(Given data begins)

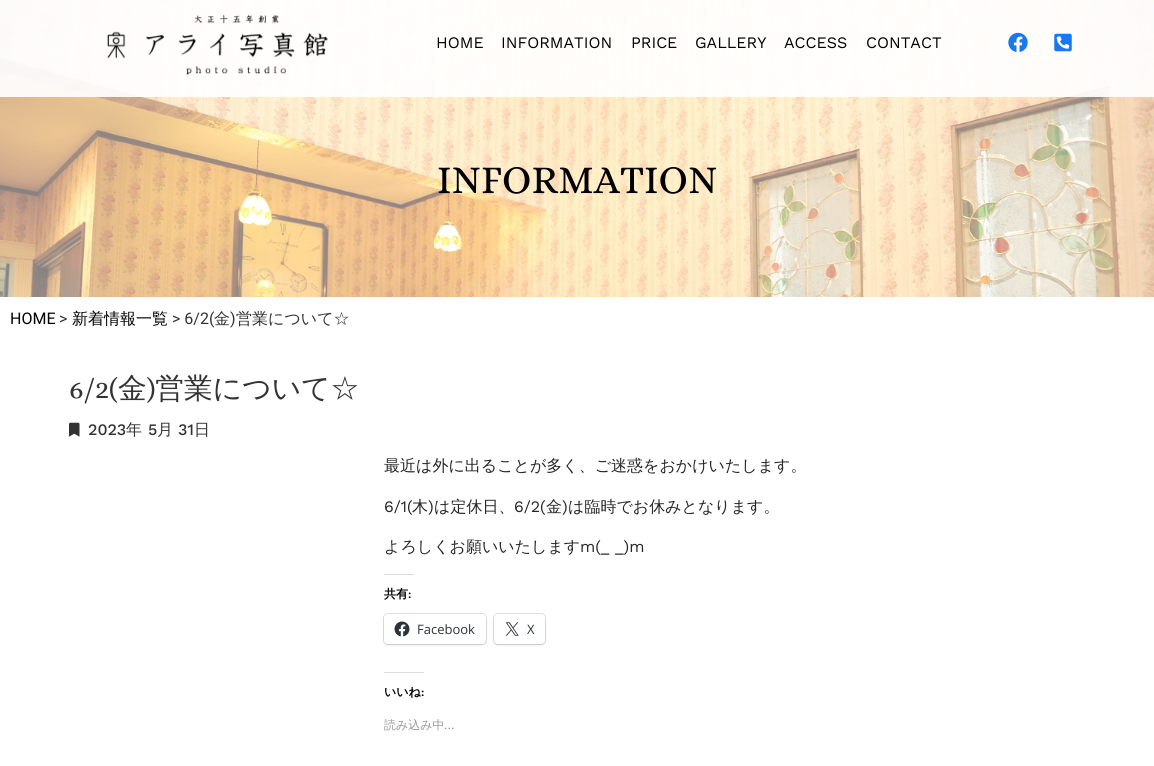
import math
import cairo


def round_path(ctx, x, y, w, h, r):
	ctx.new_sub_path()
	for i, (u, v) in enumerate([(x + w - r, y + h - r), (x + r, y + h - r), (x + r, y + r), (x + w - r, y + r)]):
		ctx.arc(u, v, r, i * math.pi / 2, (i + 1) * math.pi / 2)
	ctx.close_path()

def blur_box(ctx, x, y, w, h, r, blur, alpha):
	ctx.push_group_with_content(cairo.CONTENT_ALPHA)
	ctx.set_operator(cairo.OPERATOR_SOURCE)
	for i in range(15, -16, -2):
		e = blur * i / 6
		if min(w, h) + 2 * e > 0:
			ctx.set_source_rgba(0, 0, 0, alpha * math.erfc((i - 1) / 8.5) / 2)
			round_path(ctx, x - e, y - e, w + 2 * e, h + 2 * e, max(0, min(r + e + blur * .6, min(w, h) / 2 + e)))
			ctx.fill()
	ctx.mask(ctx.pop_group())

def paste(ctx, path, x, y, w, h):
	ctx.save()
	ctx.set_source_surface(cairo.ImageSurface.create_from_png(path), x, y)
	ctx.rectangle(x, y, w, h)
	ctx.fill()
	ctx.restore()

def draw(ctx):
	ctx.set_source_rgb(1, 1, 1)
	ctx.paint()
	paste(ctx, 'media/4.png', 0, 0, 1154, 297)
	ctx.set_source_rgba(1, 1, 1, 0.92)
	ctx.rectangle(0, 0, 1154, 97)
	ctx.fill()
	paste(ctx, 'media/1.png', 107, 14, 221, 61)
	ctx.select_font_face('Work Sans')
	ctx.set_font_size(16)
	ctx.set_source_rgb(0, 0, 0)
	for x, y, s in [
		(436, 48, 'HOME'),
		(501, 48, 'INFORMATION'),
		(631, 48, 'PRICE'),
		(695, 48, 'GALLERY'),
		(784, 48, 'ACCESS'),
		(866, 48, 'CONTACT'),
	]:
		ctx.move_to(x, y)
		ctx.show_text(s)
	paste(ctx, 'media/2.png', 1008, 32, 20, 20)
	paste(ctx, 'media/3.png', 1054, 33, 18, 19)
	ctx.select_font_face('Alice')
	ctx.set_font_size(40)
	ctx.move_to(437, 193)
	ctx.show_text('INFORMATION')
	ctx.select_font_face('Roboto')
	ctx.set_font_size(16)
	ctx.move_to(10, 324)
	ctx.show_text('HOME')
	ctx.set_source_rgb(0.2, 0.2, 0.2)
	ctx.move_to(59, 324)
	ctx.show_text('>')
	ctx.select_font_face('WenQuanYi Zen Hei Medium')
	ctx.set_source_rgb(0, 0, 0)
	ctx.move_to(72, 324)
	ctx.show_text('新着情報一覧')
	ctx.select_font_face('Roboto')
	ctx.set_source_rgb(0.2, 0.2, 0.2)
	ctx.move_to(172, 324)
	ctx.show_text('> 6/2(')
	ctx.select_font_face('WenQuanYi Zen Hei Medium')
	ctx.move_to(214, 324)
	ctx.show_text('金')
	ctx.select_font_face('Roboto')
	ctx.move_to(230, 324)
	ctx.show_text(')')
	ctx.select_font_face('WenQuanYi Zen Hei Medium')
	ctx.move_to(236, 324)
	ctx.show_text('営業について☆')
	ctx.select_font_face('Alice')
	ctx.set_font_size(28.75)
	ctx.move_to(69, 398)
	ctx.show_text('6/2(')
	ctx.select_font_face('WenQuanYi Zen Hei Medium')
	ctx.move_to(118, 398)
	ctx.show_text('金 営業について☆')
	ctx.select_font_face('Alice')
	ctx.move_to(147, 398)
	ctx.show_text(')')
	paste(ctx, 'media/5.png', 69, 422, 11, 15)
	ctx.select_font_face('Work Sans Medium')
	ctx.set_font_size(16)
	ctx.move_to(88, 435)
	ctx.show_text('2023')
	ctx.select_font_face('WenQuanYi Zen Hei Medium')
	ctx.move_to(126, 435)
	ctx.show_text('年')
	ctx.select_font_face('Work Sans Medium')
	ctx.move_to(148, 435)
	ctx.show_text('5')
	ctx.select_font_face('WenQuanYi Zen Hei Medium')
	ctx.move_to(157, 435)
	ctx.show_text('月')
	ctx.select_font_face('Work Sans Medium')
	ctx.move_to(178, 435)
	ctx.show_text('31')
	ctx.select_font_face('WenQuanYi Zen Hei Medium')
	ctx.move_to(194, 435)
	ctx.show_text('日')
	ctx.set_source_rgb(0.145, 0.145, 0.145)
	ctx.move_to(384, 471)
	ctx.show_text('最近は外に出ることが多く、ご迷惑をおかけいたします。')
	ctx.select_font_face('Work Sans')
	ctx.move_to(384, 512)
	ctx.show_text('6/1(')
	ctx.select_font_face('WenQuanYi Zen Hei Medium')
	ctx.move_to(412, 512)
	ctx.show_text('木')
	ctx.select_font_face('Work Sans')
	ctx.move_to(428, 512)
	ctx.show_text(')')
	ctx.select_font_face('WenQuanYi Zen Hei Medium')
	ctx.move_to(434, 512)
	ctx.show_text('は定休日、')
	ctx.select_font_face('Work Sans')
	ctx.move_to(514, 512)
	ctx.show_text('6/2(')
	ctx.select_font_face('WenQuanYi Zen Hei Medium')
	ctx.move_to(546, 512)
	ctx.show_text('金')
	ctx.select_font_face('Work Sans')
	ctx.move_to(562, 512)
	ctx.show_text(')')
	ctx.select_font_face('WenQuanYi Zen Hei Medium')
	ctx.move_to(568, 512)
	ctx.show_text('は臨時でお休みとなります。')
	ctx.move_to(384, 552)
	ctx.show_text('よろしくお願いいたします')
	ctx.select_font_face('Work Sans')
	ctx.move_to(580, 552)
	ctx.show_text('m(_ _)m')
	ctx.set_source_rgb(0.863, 0.863, 0.871)
	ctx.rectangle(384, 574, 30, 1)
	ctx.fill()
	ctx.select_font_face('WenQuanYi Zen Hei', cairo.FONT_SLANT_NORMAL, cairo.FONT_WEIGHT_BOLD)
	ctx.set_font_size(12)
	ctx.set_source_rgb(0, 0, 0)
	ctx.move_to(384, 598)
	ctx.show_text('共有')
	ctx.select_font_face('Alice', cairo.FONT_SLANT_NORMAL, cairo.FONT_WEIGHT_BOLD)
	ctx.move_to(408, 598)
	ctx.show_text(':')
	round_path(ctx, 383.5, 613.5, 103, 31, 4.5)
	ctx.set_source_rgb(0.878, 0.878, 0.878)
	ctx.set_line_width(1)
	ctx.stroke()
	ctx.set_source_rgb(0, 0, 0)
	blur_box(ctx, 384, 615, 102, 30, 4, 1, 0.12)
	ctx.set_source_rgb(1, 1, 1)
	round_path(ctx, 384, 614, 102, 30, 4)
	ctx.fill()
	paste(ctx, 'media/6.png', 394, 621, 16, 16)
	ctx.select_font_face('Open Sans')
	ctx.set_font_size(13)
	ctx.set_source_rgb(0.173, 0.2, 0.22)
	ctx.move_to(417, 634)
	ctx.show_text('Facebook')
	round_path(ctx, 493.5, 613.5, 52, 31, 4.5)
	ctx.set_source_rgb(0.878, 0.878, 0.878)
	ctx.stroke()
	ctx.set_source_rgb(0, 0, 0)
	blur_box(ctx, 494, 615, 51, 30, 4, 1, 0.12)
	ctx.set_source_rgb(1, 1, 1)
	round_path(ctx, 494, 614, 51, 30, 4)
	ctx.fill()
	paste(ctx, 'media/7.png', 505, 622, 14, 14)
	ctx.set_source_rgb(0.173, 0.2, 0.22)
	ctx.move_to(527, 634)
	ctx.show_text('X')
	ctx.set_source_rgb(0.863, 0.863, 0.871)
	ctx.rectangle(384, 672, 40, 1)
	ctx.fill()
	ctx.select_font_face('WenQuanYi Zen Hei', cairo.FONT_SLANT_NORMAL, cairo.FONT_WEIGHT_BOLD)
	ctx.set_font_size(12)
	ctx.set_source_rgb(0, 0, 0)
	ctx.move_to(384, 696)
	ctx.show_text('いいね')
	ctx.select_font_face('Alice', cairo.FONT_SLANT_NORMAL, cairo.FONT_WEIGHT_BOLD)
	ctx.move_to(421, 696)
	ctx.show_text(':')
	ctx.select_font_face('WenQuanYi Zen Hei Medium')
	ctx.set_source_rgb(0.6, 0.6, 0.6)
	ctx.move_to(384, 729)
	ctx.show_text('読み込み中')
	ctx.select_font_face('Work Sans')
	ctx.move_to(444, 729)
	ctx.show_text('…')


surface = cairo.ImageSurface(cairo.FORMAT_RGB24, 1154, 766)
ctx = cairo.Context(surface)
options = cairo.FontOptions()
options.set_hint_metrics(cairo.HINT_METRICS_OFF)
options.set_hint_style(cairo.HINT_STYLE_NONE)
ctx.set_font_options(options)
ctx.set_miter_limit(4)
draw(ctx)
surface.write_to_png('image.png')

(Given data ends)

Identify all lines in the records above with the word "math".

# Answer to the exercise:
import math
		ctx.arc(u, v, r, i * math.pi / 2, (i + 1) * math.pi / 2)
			ctx.set_source_rgba(0, 0, 0, alpha * math.erfc((i - 1) / 8.5) / 2)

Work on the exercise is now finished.